Provided material

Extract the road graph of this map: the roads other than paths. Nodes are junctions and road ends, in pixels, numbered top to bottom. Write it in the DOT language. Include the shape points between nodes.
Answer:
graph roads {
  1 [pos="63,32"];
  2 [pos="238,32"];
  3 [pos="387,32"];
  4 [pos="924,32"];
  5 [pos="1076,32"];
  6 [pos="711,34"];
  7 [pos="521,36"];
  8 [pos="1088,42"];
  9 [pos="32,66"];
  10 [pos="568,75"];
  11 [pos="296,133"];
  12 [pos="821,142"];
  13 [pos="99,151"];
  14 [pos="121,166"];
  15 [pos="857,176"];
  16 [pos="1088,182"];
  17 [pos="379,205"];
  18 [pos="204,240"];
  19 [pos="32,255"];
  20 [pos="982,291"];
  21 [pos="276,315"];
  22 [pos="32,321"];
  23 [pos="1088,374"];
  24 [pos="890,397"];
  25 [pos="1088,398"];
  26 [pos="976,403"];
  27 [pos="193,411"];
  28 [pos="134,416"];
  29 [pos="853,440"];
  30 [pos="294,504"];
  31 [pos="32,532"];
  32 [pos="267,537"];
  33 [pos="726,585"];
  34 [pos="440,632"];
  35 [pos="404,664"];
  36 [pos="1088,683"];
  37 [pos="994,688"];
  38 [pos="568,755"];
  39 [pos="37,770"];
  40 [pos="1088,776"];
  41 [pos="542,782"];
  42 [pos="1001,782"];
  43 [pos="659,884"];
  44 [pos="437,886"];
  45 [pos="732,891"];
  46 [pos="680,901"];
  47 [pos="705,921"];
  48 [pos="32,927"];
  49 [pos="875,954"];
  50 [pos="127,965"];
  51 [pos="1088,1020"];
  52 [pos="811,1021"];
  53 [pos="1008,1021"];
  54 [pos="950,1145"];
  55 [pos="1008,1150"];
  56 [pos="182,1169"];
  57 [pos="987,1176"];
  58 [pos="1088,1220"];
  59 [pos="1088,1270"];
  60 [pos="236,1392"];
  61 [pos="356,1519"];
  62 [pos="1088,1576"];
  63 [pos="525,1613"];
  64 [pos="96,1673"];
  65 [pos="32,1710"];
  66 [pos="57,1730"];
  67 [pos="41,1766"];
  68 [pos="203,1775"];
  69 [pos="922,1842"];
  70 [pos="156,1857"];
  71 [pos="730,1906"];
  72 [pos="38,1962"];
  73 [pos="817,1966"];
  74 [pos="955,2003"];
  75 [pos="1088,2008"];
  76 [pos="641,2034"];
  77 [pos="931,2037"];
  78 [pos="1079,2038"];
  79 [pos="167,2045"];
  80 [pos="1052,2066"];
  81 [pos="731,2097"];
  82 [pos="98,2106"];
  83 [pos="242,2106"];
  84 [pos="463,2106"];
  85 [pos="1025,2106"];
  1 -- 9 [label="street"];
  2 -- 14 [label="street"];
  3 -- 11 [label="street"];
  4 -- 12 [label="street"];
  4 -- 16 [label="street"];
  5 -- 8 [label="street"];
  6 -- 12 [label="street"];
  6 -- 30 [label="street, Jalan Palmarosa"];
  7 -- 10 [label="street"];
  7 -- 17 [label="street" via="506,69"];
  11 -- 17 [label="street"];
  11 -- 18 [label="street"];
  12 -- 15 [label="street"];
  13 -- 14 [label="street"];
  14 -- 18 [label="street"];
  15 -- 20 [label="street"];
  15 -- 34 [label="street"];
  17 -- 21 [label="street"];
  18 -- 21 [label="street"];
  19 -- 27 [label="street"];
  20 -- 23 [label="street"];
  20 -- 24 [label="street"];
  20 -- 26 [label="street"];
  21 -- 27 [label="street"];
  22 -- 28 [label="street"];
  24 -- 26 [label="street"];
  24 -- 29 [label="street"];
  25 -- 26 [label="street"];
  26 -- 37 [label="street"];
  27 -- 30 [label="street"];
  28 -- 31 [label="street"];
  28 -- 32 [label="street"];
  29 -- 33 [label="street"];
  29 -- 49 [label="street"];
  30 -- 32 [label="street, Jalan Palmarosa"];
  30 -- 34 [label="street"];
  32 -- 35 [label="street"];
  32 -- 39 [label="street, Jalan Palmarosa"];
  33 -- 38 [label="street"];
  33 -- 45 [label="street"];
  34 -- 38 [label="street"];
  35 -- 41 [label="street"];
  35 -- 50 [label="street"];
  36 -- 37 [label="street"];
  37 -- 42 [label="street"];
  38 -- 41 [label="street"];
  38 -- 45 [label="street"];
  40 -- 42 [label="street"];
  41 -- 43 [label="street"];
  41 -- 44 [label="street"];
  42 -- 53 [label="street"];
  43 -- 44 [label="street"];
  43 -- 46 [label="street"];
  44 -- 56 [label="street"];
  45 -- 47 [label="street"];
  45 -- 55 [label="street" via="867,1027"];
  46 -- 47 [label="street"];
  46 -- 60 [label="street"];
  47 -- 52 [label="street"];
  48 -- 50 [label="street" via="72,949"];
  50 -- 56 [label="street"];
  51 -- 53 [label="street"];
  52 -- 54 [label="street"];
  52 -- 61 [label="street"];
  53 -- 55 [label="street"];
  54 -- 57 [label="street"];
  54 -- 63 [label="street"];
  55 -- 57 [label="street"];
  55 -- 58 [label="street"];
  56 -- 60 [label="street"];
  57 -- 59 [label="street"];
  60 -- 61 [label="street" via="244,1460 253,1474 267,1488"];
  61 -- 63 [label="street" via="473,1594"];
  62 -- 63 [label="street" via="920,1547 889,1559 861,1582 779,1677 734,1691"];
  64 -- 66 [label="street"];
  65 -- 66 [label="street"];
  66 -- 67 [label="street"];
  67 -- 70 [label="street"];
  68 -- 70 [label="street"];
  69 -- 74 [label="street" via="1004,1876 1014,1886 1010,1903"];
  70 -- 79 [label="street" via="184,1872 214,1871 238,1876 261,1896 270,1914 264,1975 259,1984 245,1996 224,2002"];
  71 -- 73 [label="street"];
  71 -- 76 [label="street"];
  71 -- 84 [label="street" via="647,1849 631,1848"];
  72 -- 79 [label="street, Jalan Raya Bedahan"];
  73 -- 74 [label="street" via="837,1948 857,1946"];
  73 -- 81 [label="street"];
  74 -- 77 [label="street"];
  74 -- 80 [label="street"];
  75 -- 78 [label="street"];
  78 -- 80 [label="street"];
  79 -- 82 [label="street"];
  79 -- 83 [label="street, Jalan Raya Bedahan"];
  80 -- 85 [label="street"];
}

What to produce
Could you repeat the listing above, exactly as it is shown?

Written response
Extract the road graph of this map: the roads other than paths. Nodes are junctions and road ends, in pixels, numbered top to bottom. Write it in the DOT language. Include the shape points between nodes.
Answer:
graph roads {
  1 [pos="63,32"];
  2 [pos="238,32"];
  3 [pos="387,32"];
  4 [pos="924,32"];
  5 [pos="1076,32"];
  6 [pos="711,34"];
  7 [pos="521,36"];
  8 [pos="1088,42"];
  9 [pos="32,66"];
  10 [pos="568,75"];
  11 [pos="296,133"];
  12 [pos="821,142"];
  13 [pos="99,151"];
  14 [pos="121,166"];
  15 [pos="857,176"];
  16 [pos="1088,182"];
  17 [pos="379,205"];
  18 [pos="204,240"];
  19 [pos="32,255"];
  20 [pos="982,291"];
  21 [pos="276,315"];
  22 [pos="32,321"];
  23 [pos="1088,374"];
  24 [pos="890,397"];
  25 [pos="1088,398"];
  26 [pos="976,403"];
  27 [pos="193,411"];
  28 [pos="134,416"];
  29 [pos="853,440"];
  30 [pos="294,504"];
  31 [pos="32,532"];
  32 [pos="267,537"];
  33 [pos="726,585"];
  34 [pos="440,632"];
  35 [pos="404,664"];
  36 [pos="1088,683"];
  37 [pos="994,688"];
  38 [pos="568,755"];
  39 [pos="37,770"];
  40 [pos="1088,776"];
  41 [pos="542,782"];
  42 [pos="1001,782"];
  43 [pos="659,884"];
  44 [pos="437,886"];
  45 [pos="732,891"];
  46 [pos="680,901"];
  47 [pos="705,921"];
  48 [pos="32,927"];
  49 [pos="875,954"];
  50 [pos="127,965"];
  51 [pos="1088,1020"];
  52 [pos="811,1021"];
  53 [pos="1008,1021"];
  54 [pos="950,1145"];
  55 [pos="1008,1150"];
  56 [pos="182,1169"];
  57 [pos="987,1176"];
  58 [pos="1088,1220"];
  59 [pos="1088,1270"];
  60 [pos="236,1392"];
  61 [pos="356,1519"];
  62 [pos="1088,1576"];
  63 [pos="525,1613"];
  64 [pos="96,1673"];
  65 [pos="32,1710"];
  66 [pos="57,1730"];
  67 [pos="41,1766"];
  68 [pos="203,1775"];
  69 [pos="922,1842"];
  70 [pos="156,1857"];
  71 [pos="730,1906"];
  72 [pos="38,1962"];
  73 [pos="817,1966"];
  74 [pos="955,2003"];
  75 [pos="1088,2008"];
  76 [pos="641,2034"];
  77 [pos="931,2037"];
  78 [pos="1079,2038"];
  79 [pos="167,2045"];
  80 [pos="1052,2066"];
  81 [pos="731,2097"];
  82 [pos="98,2106"];
  83 [pos="242,2106"];
  84 [pos="463,2106"];
  85 [pos="1025,2106"];
  1 -- 9 [label="street"];
  2 -- 14 [label="street"];
  3 -- 11 [label="street"];
  4 -- 12 [label="street"];
  4 -- 16 [label="street"];
  5 -- 8 [label="street"];
  6 -- 12 [label="street"];
  6 -- 30 [label="street, Jalan Palmarosa"];
  7 -- 10 [label="street"];
  7 -- 17 [label="street" via="506,69"];
  11 -- 17 [label="street"];
  11 -- 18 [label="street"];
  12 -- 15 [label="street"];
  13 -- 14 [label="street"];
  14 -- 18 [label="street"];
  15 -- 20 [label="street"];
  15 -- 34 [label="street"];
  17 -- 21 [label="street"];
  18 -- 21 [label="street"];
  19 -- 27 [label="street"];
  20 -- 23 [label="street"];
  20 -- 24 [label="street"];
  20 -- 26 [label="street"];
  21 -- 27 [label="street"];
  22 -- 28 [label="street"];
  24 -- 26 [label="street"];
  24 -- 29 [label="street"];
  25 -- 26 [label="street"];
  26 -- 37 [label="street"];
  27 -- 30 [label="street"];
  28 -- 31 [label="street"];
  28 -- 32 [label="street"];
  29 -- 33 [label="street"];
  29 -- 49 [label="street"];
  30 -- 32 [label="street, Jalan Palmarosa"];
  30 -- 34 [label="street"];
  32 -- 35 [label="street"];
  32 -- 39 [label="street, Jalan Palmarosa"];
  33 -- 38 [label="street"];
  33 -- 45 [label="street"];
  34 -- 38 [label="street"];
  35 -- 41 [label="street"];
  35 -- 50 [label="street"];
  36 -- 37 [label="street"];
  37 -- 42 [label="street"];
  38 -- 41 [label="street"];
  38 -- 45 [label="street"];
  40 -- 42 [label="street"];
  41 -- 43 [label="street"];
  41 -- 44 [label="street"];
  42 -- 53 [label="street"];
  43 -- 44 [label="street"];
  43 -- 46 [label="street"];
  44 -- 56 [label="street"];
  45 -- 47 [label="street"];
  45 -- 55 [label="street" via="867,1027"];
  46 -- 47 [label="street"];
  46 -- 60 [label="street"];
  47 -- 52 [label="street"];
  48 -- 50 [label="street" via="72,949"];
  50 -- 56 [label="street"];
  51 -- 53 [label="street"];
  52 -- 54 [label="street"];
  52 -- 61 [label="street"];
  53 -- 55 [label="street"];
  54 -- 57 [label="street"];
  54 -- 63 [label="street"];
  55 -- 57 [label="street"];
  55 -- 58 [label="street"];
  56 -- 60 [label="street"];
  57 -- 59 [label="street"];
  60 -- 61 [label="street" via="244,1460 253,1474 267,1488"];
  61 -- 63 [label="street" via="473,1594"];
  62 -- 63 [label="street" via="920,1547 889,1559 861,1582 779,1677 734,1691"];
  64 -- 66 [label="street"];
  65 -- 66 [label="street"];
  66 -- 67 [label="street"];
  67 -- 70 [label="street"];
  68 -- 70 [label="street"];
  69 -- 74 [label="street" via="1004,1876 1014,1886 1010,1903"];
  70 -- 79 [label="street" via="184,1872 214,1871 238,1876 261,1896 270,1914 264,1975 259,1984 245,1996 224,2002"];
  71 -- 73 [label="street"];
  71 -- 76 [label="street"];
  71 -- 84 [label="street" via="647,1849 631,1848"];
  72 -- 79 [label="street, Jalan Raya Bedahan"];
  73 -- 74 [label="street" via="837,1948 857,1946"];
  73 -- 81 [label="street"];
  74 -- 77 [label="street"];
  74 -- 80 [label="street"];
  75 -- 78 [label="street"];
  78 -- 80 [label="street"];
  79 -- 82 [label="street"];
  79 -- 83 [label="street, Jalan Raya Bedahan"];
  80 -- 85 [label="street"];
}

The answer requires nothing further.